Am 1. Oktober 1938 wurde dem Philanthropin der Status einer öffentlichen Schule aberkannt und es wurde zu einer rein jüdischen Schule erklärt. Nach der Kristallnacht wurden alle männlichen Lehrer unter 60 und alle Schüler über 16 Jahren im Konzentrationslager Buchenwald interniert. Nach der Zerstörung der Synagogen diente die Aula auch als Gotteshaus. 1939 fand die letzte Abiturprüfung statt. Im selben Jahr musste die Jüdische Gemeinde das Gebäude in der Hebelstraße für eine geringe Summe an die Stadt Frankfurt verkaufen, für drei Jahre konnte die Schule die Räume zur Miete weiter benutzen. Am 1. April 1941 werden auf Erlass der Reichsbehörde alle höheren jüdischen Schulen aufgelöst und am 30.Juni 1942 endgültig geschlossen. Bis Kriegsende diente das Gebäude als Reservelazarett und als Notunterkunft für ausgebombte Frankfurter Bürger.
Nach dem Krieg wurde das Philanthropin der Treuhänderorganisation JRSO (Jewish Restitution Successor Organisation) übertragen, die von der US-Militärverwaltung beauftragt wurde, in der amerikanischen Besatzungszone das Vermögen jüdischer Organisationen zu übernehmen. Bis 1948 wieder jüdische Institutionen in Philanthropin eingezogen waren, diente das Gebäude als Wohnheim für Kriegsinvalide und als Schule.
Im Mai 1954 kam laut einem Vertrag mit der JRSO das Philanthropin wieder in den Besitz der Jüdischen Gemeinde Frankfurt. Für die nächsten 32 Jahre befand sich hier die Verwaltung und der Sitz zahlreicher andere jüdischer Einrichtungen.
1979 verkaufte die Jüdische Gemeinde das Gebäude an die Stadt, um aus dem Erlös den Bau des neuen Gemeindezentrums in der Savignystraße zu finanzieren. Nach dem Auszug aus den Räumen des Philanthropins im Jahr 1986 wurde das Erdgeschoss zu einem Bürgertreff umgebaut. Die oberen Stockwerke wurden vom Dr. Hoch’schen Konservatorium übernommen. Am 10. November 2000 geben Oberbürgermeisterin Petra Roth und der Hessische Ministerpräsident Roland Koch bekannt, dass die Grundlagen für den Rückverkauf des Philanthropins an die Jüdische Gemeinde Frankfurt und für den Umbau geklärt ist.
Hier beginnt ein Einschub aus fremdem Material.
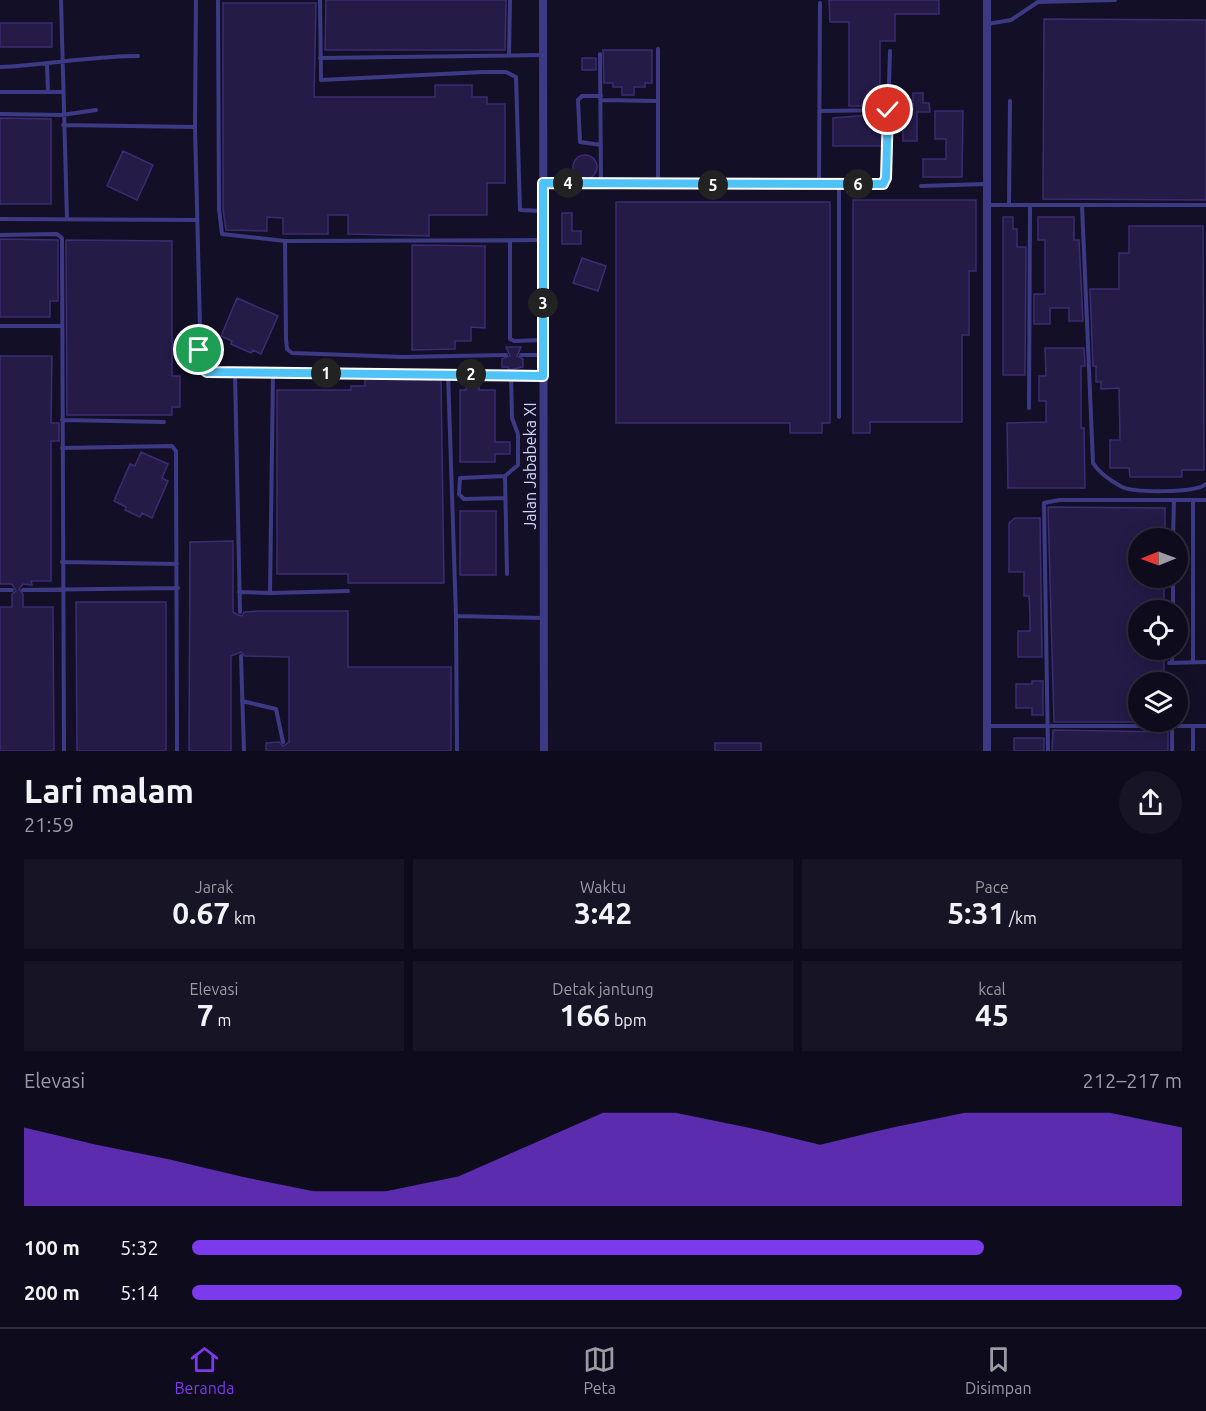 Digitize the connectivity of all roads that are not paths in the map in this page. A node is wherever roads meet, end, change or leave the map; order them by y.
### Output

Am 09. Februar 2004 übergibt die Oberbürgermeisterin Petra Roth bei einem Festakt das Philanthropin-Gebäude symbolisch an den Gemeindevorsitzenden Salomon Korn.
Sie spricht von einer "besonderen Stunde". Die Stadt Frankfurt werde sich immer des
Unrechts erinnern, das dem Frankfurter Judentum zugefügt worden sei, als die Schule vor 68 Jahren von den Nationalsozialisten aufgelöst wurde.
Ministerpräsident Roland Koch bezeichnet in seiner Rede die Neugründung einer jüdischen Schule im Philanthropin als "mutiges Projekt" und als "Symbol von übergeordneter Bedeutung".
Nach aufwändigen Sanierungsarbeiten zieht die I.E. Lichtigfeld-Schule im Sommer 2006 in das Philanthropin. Die Schülerinnen und Schüler können am 29.08.2006 ihren ersten Schultag im Philanthropin feiern.
Am 31.10.2006 wird dann das Philanthropin im Beisein des hessischen Ministerpräsidenten Roland Koch und der Frankfurter Oberbürgermeisterin Petra Roth als neues Schulgebäude der Lichtigfeld-Schule in einem Festakt eingeweiht.